Sedangkan penyebab ketiga karena rekanannya lambat melaksanakan borongan gedung sekolah di lapangan. Penyebabnya cukup banyak. Bisa karena rekanannya kurang modal atau bisa juga karena ganti rugi tanah di lokasi gedung yang akan dibangun belum selesai ketika rekanan akan memulai pekerjaan.

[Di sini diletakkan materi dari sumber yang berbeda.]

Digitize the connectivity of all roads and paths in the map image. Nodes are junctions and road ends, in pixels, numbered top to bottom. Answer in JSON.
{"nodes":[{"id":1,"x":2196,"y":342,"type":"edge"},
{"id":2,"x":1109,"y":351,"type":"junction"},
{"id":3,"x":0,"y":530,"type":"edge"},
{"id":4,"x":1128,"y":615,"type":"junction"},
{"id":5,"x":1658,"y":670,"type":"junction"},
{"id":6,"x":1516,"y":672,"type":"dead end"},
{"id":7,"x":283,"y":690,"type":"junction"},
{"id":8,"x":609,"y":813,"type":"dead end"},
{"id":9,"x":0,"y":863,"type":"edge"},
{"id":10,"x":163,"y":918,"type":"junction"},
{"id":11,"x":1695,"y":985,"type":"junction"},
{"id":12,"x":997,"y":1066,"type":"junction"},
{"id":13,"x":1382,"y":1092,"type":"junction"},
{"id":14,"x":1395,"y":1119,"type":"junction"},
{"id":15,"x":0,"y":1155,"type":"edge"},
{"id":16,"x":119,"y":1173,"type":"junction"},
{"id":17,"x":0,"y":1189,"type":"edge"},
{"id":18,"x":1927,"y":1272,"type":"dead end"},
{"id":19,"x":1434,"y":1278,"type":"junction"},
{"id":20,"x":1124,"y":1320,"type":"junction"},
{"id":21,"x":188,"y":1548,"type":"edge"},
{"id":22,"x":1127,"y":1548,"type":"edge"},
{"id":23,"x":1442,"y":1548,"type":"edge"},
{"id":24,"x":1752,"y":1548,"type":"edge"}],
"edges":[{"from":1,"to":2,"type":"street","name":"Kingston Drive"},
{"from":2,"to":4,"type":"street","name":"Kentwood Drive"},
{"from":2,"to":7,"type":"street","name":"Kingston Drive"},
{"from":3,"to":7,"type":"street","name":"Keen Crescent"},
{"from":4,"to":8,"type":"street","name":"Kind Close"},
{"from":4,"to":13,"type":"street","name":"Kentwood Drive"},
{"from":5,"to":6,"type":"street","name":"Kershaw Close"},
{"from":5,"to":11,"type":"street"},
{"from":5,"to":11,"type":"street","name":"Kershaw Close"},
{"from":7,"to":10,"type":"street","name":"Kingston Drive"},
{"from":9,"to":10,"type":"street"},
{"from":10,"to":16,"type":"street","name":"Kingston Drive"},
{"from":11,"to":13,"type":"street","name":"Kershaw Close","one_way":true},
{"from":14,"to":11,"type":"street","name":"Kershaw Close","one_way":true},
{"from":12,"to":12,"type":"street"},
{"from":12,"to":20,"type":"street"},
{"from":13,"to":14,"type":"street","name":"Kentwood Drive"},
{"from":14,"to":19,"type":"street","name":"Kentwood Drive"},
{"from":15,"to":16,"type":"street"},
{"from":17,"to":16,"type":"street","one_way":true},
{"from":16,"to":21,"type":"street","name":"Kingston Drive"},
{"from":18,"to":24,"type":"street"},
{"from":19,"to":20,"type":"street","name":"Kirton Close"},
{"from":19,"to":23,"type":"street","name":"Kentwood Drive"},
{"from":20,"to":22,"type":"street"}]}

Anas mengatakan, untuk proyek fisik sekolah yang realisasinya rendah, pihaknya terus melakukan pengontrolan. PPTK dan tim pengawas proyek sudah diturunkan ke lapangan untuk mengawasi.(her)

Aspirasi Dewan Diduga Ikut Menyumbang Masalah

Masyarakat Transparansi Aceh (MaTA) menganggap kinerja Pemerintah Aceh buruk jika dikaitkan dengan realisasi APBA 2014 yang baru mencapai 60,6 persen keuangan dan 70 persen fisik. Itu artinya, secara keseluruhan, keuangan masih minus 14,4 persen dan fisik 13 persen. Padahal waktu kerja hanya tersisa sebulan lagi.

Koordinator MaTA, Alfian kepada Serambi, Minggu (9/11) mengatakan, masih rendahnya daya serap keuangan dan realisasi fisik proyek konstruksi maupun non-konstruksi APBA 2014, disebabkan banyak faktor.

Alfian didampingi Koordinator Advokasi MaTA, Hafidh mencontohkan, proyek sekolah yang terlambat ditender adalah usulan aspirasi anggota Dewan. Begitu juga proyek jalan, irigasi, dan gedung pemerintah lainnya yang berapor merah atau kritis, juga diduga merupakan proyek usulan aspirasi anggota Dewan.

“Proyek-proyek penumpang gelap seperti itu harusnya menjadi target pengusutan Inspektorat, BPK, BPKP, dan penyidik. Proyek itu lahir setelah dokumen KUA dan PPAS 2014 disahkan oleh Pimpinan DPRA dan Gubernur,” tandas Hafidh.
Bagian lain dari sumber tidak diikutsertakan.